Scantily clad women holding gadgets have appeared on the monthly tech magazine's front cover since in launched in 1996. But Stuff has decided to banish women from its covers, after audience focus groups suggested the approach was no longer popular.

As a trial, a fifth of Stuff's April, May and June 2014 issues featured "non-girl" covers in four UK regions, while the usual Stuff covers ran elsewhere.

The "non-girl" covers achieved 10 per cent more sales than the "girl" covers in April, 7 per cent more in May and 6 per cent more in June.

Rachael Prasher, the publishing director of Stuff, said: "While the decision to drop the cover girls from Stuff is based on what our audience have told us through focus groups and cover trials, there is no question that it feels like the right decision to make.

"At the industry level, we see this as a big step forward for men's lifestyle magazines."

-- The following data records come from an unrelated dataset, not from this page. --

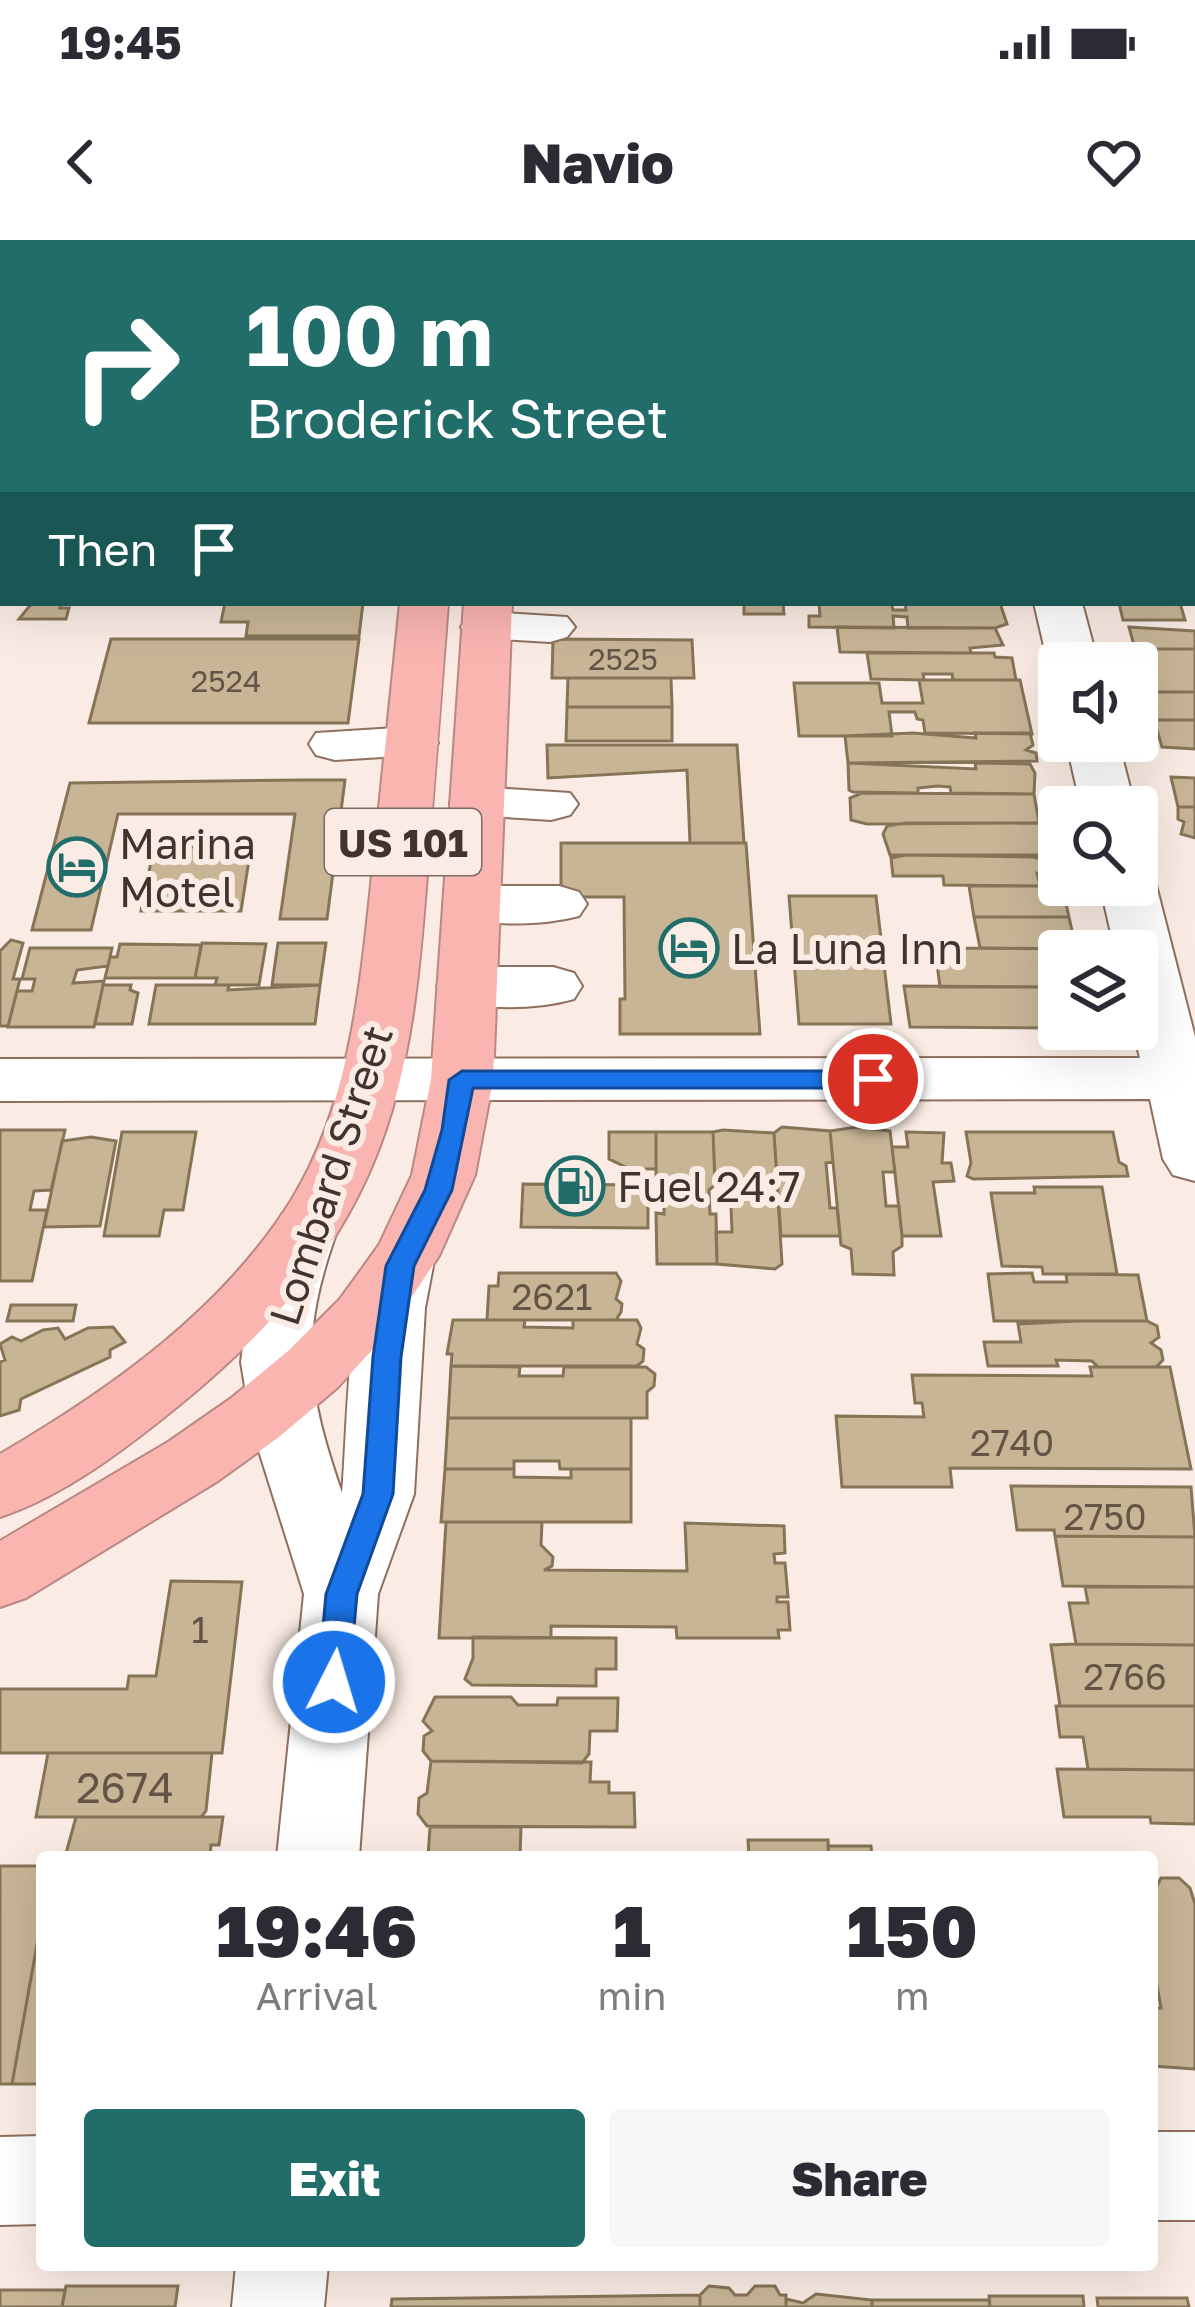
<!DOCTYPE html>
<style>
body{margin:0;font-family:"Golos Text",sans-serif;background:#f7f7f7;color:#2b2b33;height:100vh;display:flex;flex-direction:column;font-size:45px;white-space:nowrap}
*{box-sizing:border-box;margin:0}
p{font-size:39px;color:#7c7c81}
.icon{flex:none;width:66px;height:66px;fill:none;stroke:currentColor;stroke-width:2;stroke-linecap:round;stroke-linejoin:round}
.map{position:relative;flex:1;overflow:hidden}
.sheet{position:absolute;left:36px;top:1611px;width:1122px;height:420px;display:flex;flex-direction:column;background:#fff;border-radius:12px;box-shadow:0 12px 48px #0002}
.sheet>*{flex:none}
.top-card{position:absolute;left:0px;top:0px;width:1197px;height:366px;box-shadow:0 12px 48px #0002;background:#216d6a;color:#fff;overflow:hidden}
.controls{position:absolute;left:1038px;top:402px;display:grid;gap:24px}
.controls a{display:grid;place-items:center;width:120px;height:120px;border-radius:12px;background:#fff;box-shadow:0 12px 48px #0002;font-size:60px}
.pin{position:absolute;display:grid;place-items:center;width:102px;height:102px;color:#fff;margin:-51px;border:6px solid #fff;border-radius:50%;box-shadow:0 3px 12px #0007}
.me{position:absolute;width:132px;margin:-66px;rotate:5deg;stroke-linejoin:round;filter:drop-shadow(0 0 9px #0008)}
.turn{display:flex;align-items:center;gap:42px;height:252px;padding:0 48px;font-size:54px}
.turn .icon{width:156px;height:156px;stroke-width:2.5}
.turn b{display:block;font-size:84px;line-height:102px}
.then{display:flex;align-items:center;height:114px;padding:0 48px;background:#0003;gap:24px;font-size:45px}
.eta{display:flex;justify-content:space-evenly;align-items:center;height:204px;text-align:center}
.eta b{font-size:72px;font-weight:800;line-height:84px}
.cta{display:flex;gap:24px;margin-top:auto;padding:24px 48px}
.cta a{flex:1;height:138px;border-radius:12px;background:#216d6a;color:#fff;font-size:48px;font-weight:800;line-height:138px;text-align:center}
.cta a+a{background:#f7f7f7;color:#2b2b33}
.status{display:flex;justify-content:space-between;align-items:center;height:84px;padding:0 60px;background:#fff;direction:ltr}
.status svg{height:33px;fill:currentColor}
header{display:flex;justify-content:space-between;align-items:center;height:156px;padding:0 48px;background:#fff;font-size:54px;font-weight:800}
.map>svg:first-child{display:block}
</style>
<div class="status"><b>19:45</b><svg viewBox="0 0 49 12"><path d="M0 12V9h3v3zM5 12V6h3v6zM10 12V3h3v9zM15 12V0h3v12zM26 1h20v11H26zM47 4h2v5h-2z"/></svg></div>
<header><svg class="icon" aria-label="back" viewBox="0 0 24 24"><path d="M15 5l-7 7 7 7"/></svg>Navio<svg class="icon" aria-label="heart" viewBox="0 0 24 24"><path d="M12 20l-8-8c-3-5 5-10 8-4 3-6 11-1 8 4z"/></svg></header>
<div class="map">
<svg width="1195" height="2067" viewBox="0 0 1195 2067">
<rect width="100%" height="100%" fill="#faece4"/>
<!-- building -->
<path fill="#c8b596" stroke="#867457" stroke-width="3" d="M3,0H183L3,3L0,13Z
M286,0H407L286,3Z
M32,363H62L60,368H69L66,379H19Z
M225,363H363L359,396H246L248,382H221Z
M744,363H783L784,374H744Z
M819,363H891L893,370H906L905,363H1000L1007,384L995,388H908L907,377L893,376L894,388L809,387V376H820Z
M1119,363H1180L1185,380H1123Z
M837,387L995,388L1003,405L970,408L971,413L840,412Z
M1129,387L1195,391V409H1135Z
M111,399H359L348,483H89Z
M553,399L692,400L694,438H552Z
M1131,409H1195V452H1141Z
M867,413H994L995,417L1012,418L1016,440H953L952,434H923L924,440L871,439Z
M568,438H671L672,467H567Z
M919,440H1020L1032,494L925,493L923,480L917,479L915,472H889L892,496H799L794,443H879L882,463H923Z
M1147,452H1195V480H1154L1145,466Z
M567,467H672V501H566Z
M1154,480H1195V509L1162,507Z
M913,493L976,498L975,493H1030L1033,505L1026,510L1036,513L1037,521L848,523L845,496Z
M547,505H737L744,603H690L687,530L548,538Z
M848,523L976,529L975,523L1030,524L1035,533L1034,554L951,553L950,547L938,546L918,548V553L853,552L849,550Z
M1171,537L1195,538V567H1178Z
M300,540H345L327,679H280L295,574H118L91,690H32L70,543Z
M862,553L1034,554L1039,583L867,584L851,580L850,558Z
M1178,567H1195V598L1181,594L1184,582L1178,579Z
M906,583H1039L1050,615H890L883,594L887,586Z
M561,603H746L760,794H620V759H625L624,657H570L561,649Z
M154,607H251L241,671H141Z
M906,615L1034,617L1050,622L1051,631L1037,633L1040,646L944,645L943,636H893L891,618Z
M969,646H1062L1069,677H974Z
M789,656H876L891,784H799Z
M974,677H1069L1076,709L980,708Z
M11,700L23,703L13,739H20L8,786H0V711Z
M202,703L266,704L259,745H215L217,738H195Z
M278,703H326L320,745H272Z
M120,704L201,705L195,738H105L110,717H117Z
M30,708H112L108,726L77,730L73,743L104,741L94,787H8L17,751H32L35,739H22Z
M935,708L1076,709V711H1059V747H940Z
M103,745H131L130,750L138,753L132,784H95Z
M156,745H229L228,750L320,745L315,784H149Z
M904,746L1059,747V788L910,787Z
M782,887L830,891L833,922L826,923L830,968H837L840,996H781L774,893Z
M857,887L890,891L895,932H883L886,966H899L902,996V1006L893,1012L894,1035L853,1034L851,1009L841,1005L830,891Z
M0,890H65L51,950L34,951L30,970H47L32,1041H0Z
M723,890L774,893L782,1024L775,1029L717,1024L716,992H732L730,941H715L713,892Z
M122,892H196L183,970H164L159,996H104Z
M609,892H656V929H630L609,919Z
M656,892H713L715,945L709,950L710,974H716L717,1024H657L656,973L664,974V951L656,946Z
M906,892L944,893L942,923H951L954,941L933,942L941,996H902L892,907H908Z
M966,892H1113L1119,922L1126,926L1128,936L973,939L967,936L971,923Z
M91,897L116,901L100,986L44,987L62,901Z
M523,944L648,945V988L521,987Z
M1034,947H1102L1117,1034H1043L1042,1027L1002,1026L991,953H1035Z
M499,1033H616L621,1041L616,1059L622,1064L621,1072L616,1080H487L489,1046H498Z
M1032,1033L1034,1042H1067L1066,1034L1138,1035L1147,1081H994L988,1034Z
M11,1065H76L73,1081H7Z
M453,1080H525L524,1087L573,1088V1080H637L641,1088L637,1104L644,1109L643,1121L637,1126H451L452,1114H447Z
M1078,1081H1147L1157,1086L1159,1097L1151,1103L1161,1110L1163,1120L1156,1127H1098L1092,1121L1056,1120L1058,1126H988L984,1102H1021L1018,1084Z
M113,1087L125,1102L110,1110V1117L21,1159L19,1170L0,1176V1122L5,1120L0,1104L12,1097L21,1101L43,1090L58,1088L65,1099L88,1088Z
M451,1126L520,1127L519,1136H563L564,1127H646L655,1134L654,1146L647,1152V1178H448Z
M1090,1127H1170L1191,1229L950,1228L952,1247H842L836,1176L924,1177L922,1163H915L912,1135L1092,1136Z
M448,1178H631V1229H560L559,1221H514V1229H445Z
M445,1229H514V1237L571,1238V1229H631V1282H441Z
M1011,1246L1191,1247L1195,1297L1055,1296L1054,1290H1017Z
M446,1282H542L541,1305L553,1317L552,1326L544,1330L687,1331L685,1283L784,1286L785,1313L774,1314L775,1323H785L788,1357H777V1362H788L790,1390H778L779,1398H677L676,1387L551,1386V1398H439Z
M1055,1296L1195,1297V1347L1063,1346Z
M171,1341L242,1342L222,1513H0V1449H127L129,1436H156Z
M1085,1347H1195V1405L1076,1404L1069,1363H1088Z
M473,1397L616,1398V1429H596V1446L472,1445L465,1439L473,1418Z
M1076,1404L1195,1405V1466H1060L1051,1405Z
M435,1457H511L518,1465H557L558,1458H618L617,1491H590L589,1514L582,1523L431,1521L423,1511L424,1496L432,1491L423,1481Z
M1056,1466H1195V1530L1088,1529L1083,1497H1060Z
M48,1513H212L206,1571L201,1577H36Z
M431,1521L591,1522L590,1542H609V1553H634L635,1587L427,1586L418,1574L419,1558L427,1553Z
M1057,1529L1195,1530V1584L1151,1583L1150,1577H1064Z
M76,1577H223L219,1605H211L210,1617H65Z
M430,1587H521L520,1617H428Z
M748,1600H828L829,1617H749Z
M828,1606H871L872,1617H829Z
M0,1626H42V1677L12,1844H0Z
M1161,1638H1179L1190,1648L1195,1664V1829L1152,1826V1768H1161L1152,1717V1655Z
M39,1693L42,1844H12Z
M66,2046H178L175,2067H62Z
M709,2046L729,2048L735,2055H747L755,2046H775L780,2055H786V2067H700V2055Z
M0,2050H65L62,2067H0Z
M816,2054L872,2060V2067H786V2059L803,2063Z
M700,2055V2067H391L392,2059Z
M989,2056H1083L1084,2067H990Z
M1097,2058H1187L1189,2067H1098Z
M872,2060H989L990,2067H872Z"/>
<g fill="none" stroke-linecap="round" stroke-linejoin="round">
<defs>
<path id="minor" d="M948,0H988L989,3H949Z
M0,251H3V279H0Z
M1034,363H1082L1098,423H1059V435L1055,434L1048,423Z
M486,372L567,377L575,387L567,397L550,402L469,397L461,387L469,377Z
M412,487L430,492L438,503L430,514L335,520L316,515L309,504L316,493Z
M1066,501H1118L1135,567H1081Z
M477,547L570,553L578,564L570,575L551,580L458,574L450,563L458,552Z
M1137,630L1148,633L1156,645L1195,797V941L1173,935L1163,919L1150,859L0,861V819L1140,818L1133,789H1137V711H1115L1100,645H1137Z
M471,646H559L579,652L587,664L579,676C541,686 489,686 451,676L443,664L451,652Z
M466,727H553L574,733L582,746L574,759C535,770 484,770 445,759L437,746L445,733Z
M305,968L328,974L337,991C299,1097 306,1148 342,1253C348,1188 346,1063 377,1009L400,1002L423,1009L433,1026L425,1068L414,1254L378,1354L359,1617H277L304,1354L252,1189L241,1122L250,1052L282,974Z
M1152,1892H1195V1980H1152Z
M42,1896V1984L0,1985V1897Z
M236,2025H328L324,2067H232Z"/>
<path id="major" d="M1194,250H1195V278H1194Z"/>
<path id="highway" d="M436,0H476V3H436Z
M487,0H527V3H487Z
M400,363H448C442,445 436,527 429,608C421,714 415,822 374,921C333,1021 260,1100 177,1167C125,1209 64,1256 0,1277V1214C111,1149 223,1070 292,959C355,856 362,724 375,607C383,526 392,445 400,363Z
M464,363H512L493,840L475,935L439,1016L387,1094L337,1148L279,1197L218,1241L26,1358L0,1367V1301L168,1202L230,1159L288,1111L340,1059L379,1005L412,935L431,840Z"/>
</defs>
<!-- minor casing -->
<use href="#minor" stroke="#8f705e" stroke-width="4"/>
<!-- major casing -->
<use href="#major" stroke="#ba8882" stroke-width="4"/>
<!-- highway casing -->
<use href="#highway" stroke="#ba8882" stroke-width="4"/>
<!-- minor -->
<use href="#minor" fill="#fff" fill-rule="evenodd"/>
<!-- major -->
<use href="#major" fill="#fcd3d0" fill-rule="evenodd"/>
<!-- highway -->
<use href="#highway" fill="#fab5b1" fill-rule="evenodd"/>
</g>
<!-- route -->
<path fill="#1a73e8" stroke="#114b97" stroke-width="3" d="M462,831H873L885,839L873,848H473L452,950L414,1026L401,1117L393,1254L357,1354L349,1442L345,1451L334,1455L322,1451L318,1442L326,1354L363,1254L373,1117L386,1026L425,950L442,890L449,840Z"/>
<!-- icons -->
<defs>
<symbol id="hotel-ring" viewBox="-11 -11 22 22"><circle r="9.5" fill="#faece4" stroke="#216d6a" stroke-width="1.5"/><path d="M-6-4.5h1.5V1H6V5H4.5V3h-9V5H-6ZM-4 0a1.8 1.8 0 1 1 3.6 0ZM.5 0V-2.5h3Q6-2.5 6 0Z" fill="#216d6a"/></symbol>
<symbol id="fuel-ring" viewBox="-11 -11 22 22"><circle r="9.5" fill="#faece4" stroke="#216d6a" stroke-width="1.5"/><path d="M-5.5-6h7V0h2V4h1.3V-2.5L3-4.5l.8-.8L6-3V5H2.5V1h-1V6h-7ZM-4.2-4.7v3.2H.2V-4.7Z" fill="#216d6a"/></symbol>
</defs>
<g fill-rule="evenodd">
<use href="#hotel-ring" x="44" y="594" width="66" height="66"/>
<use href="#hotel-ring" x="656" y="675" width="66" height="66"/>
<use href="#fuel-ring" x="542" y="913" width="66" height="66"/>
</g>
<g text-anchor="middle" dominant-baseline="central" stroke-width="12" stroke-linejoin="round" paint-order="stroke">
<!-- far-number labels -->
<g font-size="30" fill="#645446">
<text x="623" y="419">2525</text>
<text x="226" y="441">2524</text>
</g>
<!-- number labels -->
<g font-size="36" fill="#645446">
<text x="552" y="1056">2621</text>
<text x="1012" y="1202">2740</text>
<text x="1105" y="1276">2750</text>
<text x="200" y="1389">1</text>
<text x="1125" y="1436">2766</text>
</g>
<!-- shield labels -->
<rect fill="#faece4" stroke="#796b63" stroke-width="3" x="325" y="569" width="156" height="66" rx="9"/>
<g font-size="39" font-weight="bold" fill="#42342c">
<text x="403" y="602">US 101</text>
</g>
<!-- poi labels -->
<g font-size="42" fill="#42342c" stroke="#faece4" text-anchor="start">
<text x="119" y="603">Marina<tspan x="119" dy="48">Motel</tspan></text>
<text x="731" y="708">La Luna Inn</text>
<text x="617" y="946">Fuel 24:7</text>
</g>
<!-- street labels -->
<g font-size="42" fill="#42342c" stroke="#faece4">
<text transform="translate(330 935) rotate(-72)">Lombard Street</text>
</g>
<!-- near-number labels -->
<g font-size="42" fill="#645446">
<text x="125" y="1547">2674</text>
</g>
</g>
</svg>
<div class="controls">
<a><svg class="icon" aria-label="sound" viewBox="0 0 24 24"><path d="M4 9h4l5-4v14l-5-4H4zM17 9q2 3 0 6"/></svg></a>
<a><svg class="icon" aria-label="search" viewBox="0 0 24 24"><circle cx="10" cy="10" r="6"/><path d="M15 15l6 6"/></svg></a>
<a><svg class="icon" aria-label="layers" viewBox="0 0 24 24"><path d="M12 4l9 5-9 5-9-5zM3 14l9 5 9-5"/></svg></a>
</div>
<div class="pin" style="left:873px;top:839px;background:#d93025"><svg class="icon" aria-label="arrive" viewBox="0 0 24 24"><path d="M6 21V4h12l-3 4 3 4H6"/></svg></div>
<svg class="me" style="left:334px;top:1442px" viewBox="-20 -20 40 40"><circle r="17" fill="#1a73e8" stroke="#fff" stroke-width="3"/><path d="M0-11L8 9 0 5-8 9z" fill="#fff"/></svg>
<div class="top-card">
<div class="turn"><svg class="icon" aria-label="right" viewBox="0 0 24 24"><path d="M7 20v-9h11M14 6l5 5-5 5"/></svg><div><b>100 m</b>Broderick Street</div></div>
<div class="then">Then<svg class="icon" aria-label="arrive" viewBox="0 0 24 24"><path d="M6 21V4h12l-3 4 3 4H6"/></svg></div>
</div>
<section class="sheet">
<div class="eta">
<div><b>19:46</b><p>Arrival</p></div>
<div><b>1</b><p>min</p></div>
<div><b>150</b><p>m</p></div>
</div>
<div class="cta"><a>Exit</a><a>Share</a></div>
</section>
</div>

The new cover, the first not featuring a woman across the full print run, will be on sale and sent to subscribers from tomorrow.

Will Findlater, the editor-in-chief of Stuff, said the magazine had moved on from its "lads mag" origins when it launched in the 90s.

Findlater said: "Nearly 20 years on – and with tech now an indispensable part of everyday life – our readership has changed. The covers used to help our position on the newsstand but our research tells us this is no longer the case.

"We want the cover to reflect what Stuff is about: the best new technology in the world.

"Our new look will make it easier for us to bring our award-winning coverage of the cleverest, most forward-thinking new gadgets and software to readers united by their passion for technology - and nothing else."

Stuff's move follows a backlash against lads' mags, which saw supermarkets such as The Co-Operative refuse to stock publications with "raunchy" covers unless they were packaged in opaque "modesty" bags.

In March, IPC Media announced the closure its weekly men's magazine Nuts, after its print circulation fell 33.5 per cent year-on-year in the last six months of 2013.

Circulation figures for other lads mags have also plummeted in recent years. The circulation figures for Nuts' rival Zoo fell 33 per cent in the same period.